= Cape Town Opera =

Professional opera company in Cape Town, South Africa

Cape Town Opera (CTO) is a professional opera company in Cape Town, South Africa. CTO was founded in 1999 by the management and staff of the former South Africa Arts Council Opera and the Cape Performing Arts Board (CAPAB), itself a successor to the Cape Province Performing Arts Council and the previous Opera School at the South African College of Music at the University of Cape Town, which had been founded in the early 1920s under the Italian tenor Giuseppe Paganelli.

==Mission==
The company produces many fully staged opera productions during an annual season at the Opera House of the Artscape Theatre Centre, the Joseph Stone Auditorium and approximately 15 other venues throughout South Africa. The company has established itself as South Africa's largest performing arts organisation and the only opera house in Africa with a year-round programme; alongside the classics, Cape Town Opera fosters the expression of a national identity through the creation and performance of new SA works such as Mandela Trilogy and Tsotsi, The Musical, based on Athol Fugard's novel.

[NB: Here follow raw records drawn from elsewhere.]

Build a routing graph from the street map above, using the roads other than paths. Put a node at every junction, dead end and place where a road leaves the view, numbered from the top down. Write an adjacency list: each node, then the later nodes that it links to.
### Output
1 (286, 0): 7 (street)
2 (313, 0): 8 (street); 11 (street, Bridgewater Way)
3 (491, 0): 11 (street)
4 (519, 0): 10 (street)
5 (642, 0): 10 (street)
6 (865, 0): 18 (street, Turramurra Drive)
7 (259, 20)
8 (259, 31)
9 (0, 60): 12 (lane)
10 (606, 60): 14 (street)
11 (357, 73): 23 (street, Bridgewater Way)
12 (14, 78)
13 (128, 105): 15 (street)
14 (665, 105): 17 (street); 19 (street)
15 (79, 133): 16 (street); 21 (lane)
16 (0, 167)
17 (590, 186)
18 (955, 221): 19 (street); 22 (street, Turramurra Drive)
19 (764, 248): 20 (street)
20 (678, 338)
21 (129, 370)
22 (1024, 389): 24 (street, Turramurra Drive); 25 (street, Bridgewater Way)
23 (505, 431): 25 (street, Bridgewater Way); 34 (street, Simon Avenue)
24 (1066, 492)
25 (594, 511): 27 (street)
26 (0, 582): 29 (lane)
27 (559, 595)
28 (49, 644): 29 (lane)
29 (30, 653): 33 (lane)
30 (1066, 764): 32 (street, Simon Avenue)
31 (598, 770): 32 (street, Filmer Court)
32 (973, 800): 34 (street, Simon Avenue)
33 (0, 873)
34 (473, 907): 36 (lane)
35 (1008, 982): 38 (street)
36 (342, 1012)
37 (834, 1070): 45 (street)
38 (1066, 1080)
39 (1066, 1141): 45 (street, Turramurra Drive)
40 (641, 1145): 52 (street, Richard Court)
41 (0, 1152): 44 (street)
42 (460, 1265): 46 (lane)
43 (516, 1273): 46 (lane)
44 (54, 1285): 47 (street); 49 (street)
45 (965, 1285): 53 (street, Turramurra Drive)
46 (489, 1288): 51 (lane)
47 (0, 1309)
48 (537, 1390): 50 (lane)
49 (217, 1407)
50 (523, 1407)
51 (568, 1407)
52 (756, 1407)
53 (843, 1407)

Cape Town Opera's calendar offers an exciting repertoire of opera, operetta and musicals.

==Training==
Cape Town Opera maintains a training programme for young singers, the Voice of the Nation Studio. In addition to being coached in all opera disciplines and understudying and performing in comprimario roles, the singers undertake a 2-week tour once a year through the South African provinces to conduct workshops and perform reduced opera productions. The 2009 tour was subject of a one-hour documentary, Cape of Good Voice, by director Ralf Pleger for broadcasters Norddeutscher Rundfunk/Arte.

Cape Town Opera's Youth Development and Education department provides valuable musical training, free of charge, to more than 2 000 learners in rural and township communities each year.

==Tours==
The company maintains an energetic touring schedule that includes Porgy and Bess, African Angels, Mandela Trilogy, African Prophetess and Showboat. In this way, Cape Town Opera serves as a cultural ambassador showcasing South Africa's singing talent to the rest of the world.

CTO regularly tours to Europe and has partnered with companies such as Sweden's NorrlandsOperan and Malmö Opera, and the Welsh National Opera. Notable international productions include performances for the opening of the Wales Millennium Centre in Cardiff, Puccini's Turandot with NorrlandsOperan, a 2005 European tour of Jerome Kern's and Oscar Hammerstein's Show Boat, and performances of Porgy and Bess with both the Welsh National Opera and NorrlandsOperan in 2006, and Deutsche Oper Berlin in 2008. In October 2009, the company brought Porgy and Bess to the Wales Millennium Centre, Royal Festival Hall and Edinburgh Festival Theatre; it toured six locations in the UK with 26 performances again in 2012 and featured in a concert performance under Simon Rattle in the final concert of the 2012 Musikfest Berlin, part of the Berliner Festspiele. In September 2012, the ensemble gave two concerts at Hamer Hall, Melbourne, Australia. One concert presented a selection of Verdi choruses and arias and works by Gershwin; in the other, the company performed David Fanshawe's African Sanctus and extracts from the Mandela Trilogy.

==Awards==
The chorus of CTO, then directed by Albert Horne, was awarded the prize for the best opera chorus at the first International Opera Awards in London in May 2013. The Awards are sponsored by the London magazine, Opera.